Work task :: Look below for the line that has "surface = cairo.ImageSurface(cairo.FORMAT_RGB24, 1979, 455)". Set down the lines from there through the line that has "cr.restore()", exactly as written.

Stored items:
>>>>

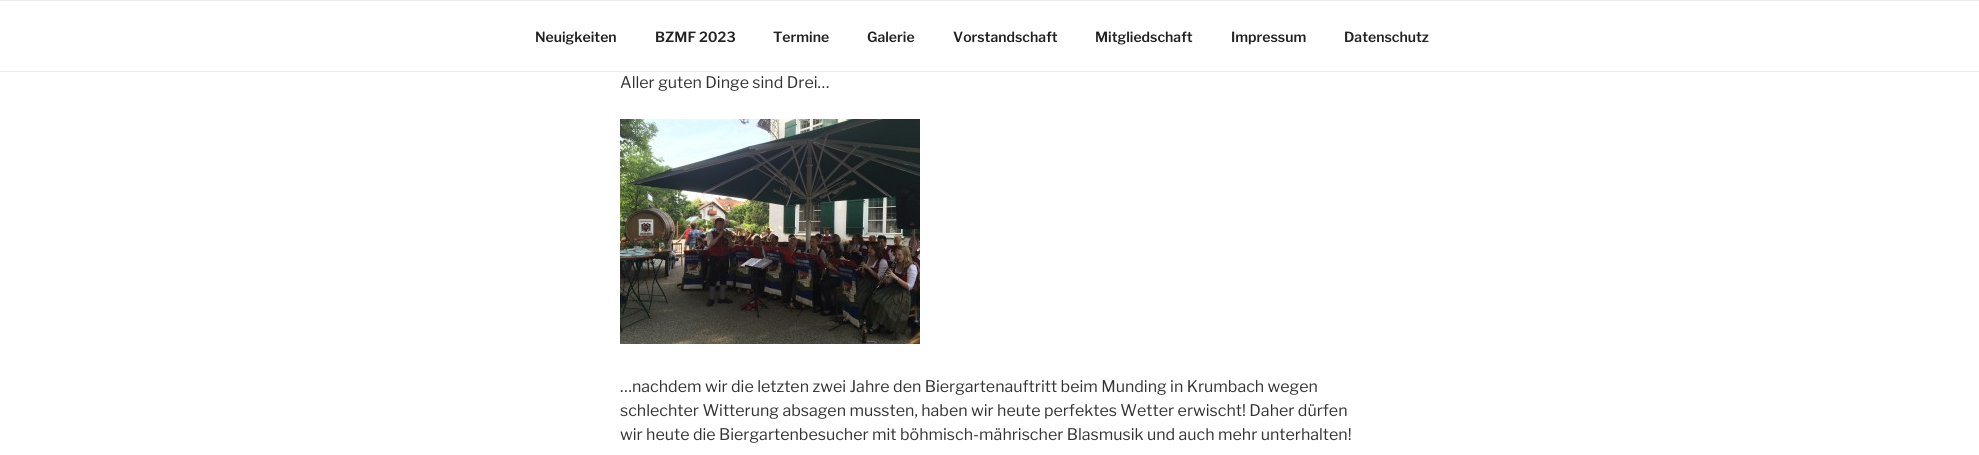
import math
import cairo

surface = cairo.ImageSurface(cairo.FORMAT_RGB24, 1979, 455)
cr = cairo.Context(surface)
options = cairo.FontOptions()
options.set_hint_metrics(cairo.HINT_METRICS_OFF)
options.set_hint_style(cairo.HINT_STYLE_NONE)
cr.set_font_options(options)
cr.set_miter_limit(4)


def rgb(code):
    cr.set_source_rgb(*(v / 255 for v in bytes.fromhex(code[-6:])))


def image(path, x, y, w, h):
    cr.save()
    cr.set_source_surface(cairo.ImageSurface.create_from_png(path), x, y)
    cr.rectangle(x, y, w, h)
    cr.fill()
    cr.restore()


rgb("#ffffff")
cr.paint()
rgb("#eeeeee")
cr.rectangle(0, 0, 1979, 1)
cr.fill()
cr.rectangle(0, 71, 1979, 1)
cr.fill()
image("img/1.png", 620, 119, 300, 225)
cr.select_font_face("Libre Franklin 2 Thin")
cr.set_font_size(14)
rgb("#222222")
for x, y, s in [
    (535, 42, "Neuigkeiten"),
    (655, 42, "BZMF 2023"),
    (773, 42, "Termine"),
    (867, 42, "Galerie"),
    (953, 42, "Vorstandschaft"),
    (1095, 42, "Mitgliedschaft"),
    (1231, 42, "Impressum"),
    (1344, 42, "Datenschutz"),
]:
    cr.move_to(x, y)
    cr.show_text(s)
cr.select_font_face("Libre Franklin Thin")
cr.set_font_size(16)
rgb("#333333")
for x, y, s in [
    (620, 88, "Aller guten Dinge sind Drei…"),
    (620, 392, "…nachdem wir die letzten zwei Jahre den Biergartenauftritt beim Munding in Krumbach wegen"),
    (620, 416, "schlechter Witterung absagen mussten, haben wir heute perfektes Wetter erwischt! Daher dürfen"),
    (620, 440, "wir heute die Biergartenbesucher mit böhmisch-mährischer Blasmusik und auch mehr unterhalten!"),
]:
    cr.move_to(x, y)
    cr.show_text(s)
surface.write_to_png("page.png")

<<<<

Response area ::
surface = cairo.ImageSurface(cairo.FORMAT_RGB24, 1979, 455)
cr = cairo.Context(surface)
options = cairo.FontOptions()
options.set_hint_metrics(cairo.HINT_METRICS_OFF)
options.set_hint_style(cairo.HINT_STYLE_NONE)
cr.set_font_options(options)
cr.set_miter_limit(4)


def rgb(code):
    cr.set_source_rgb(*(v / 255 for v in bytes.fromhex(code[-6:])))


def image(path, x, y, w, h):
    cr.save()
    cr.set_source_surface(cairo.ImageSurface.create_from_png(path), x, y)
    cr.rectangle(x, y, w, h)
    cr.fill()
    cr.restore()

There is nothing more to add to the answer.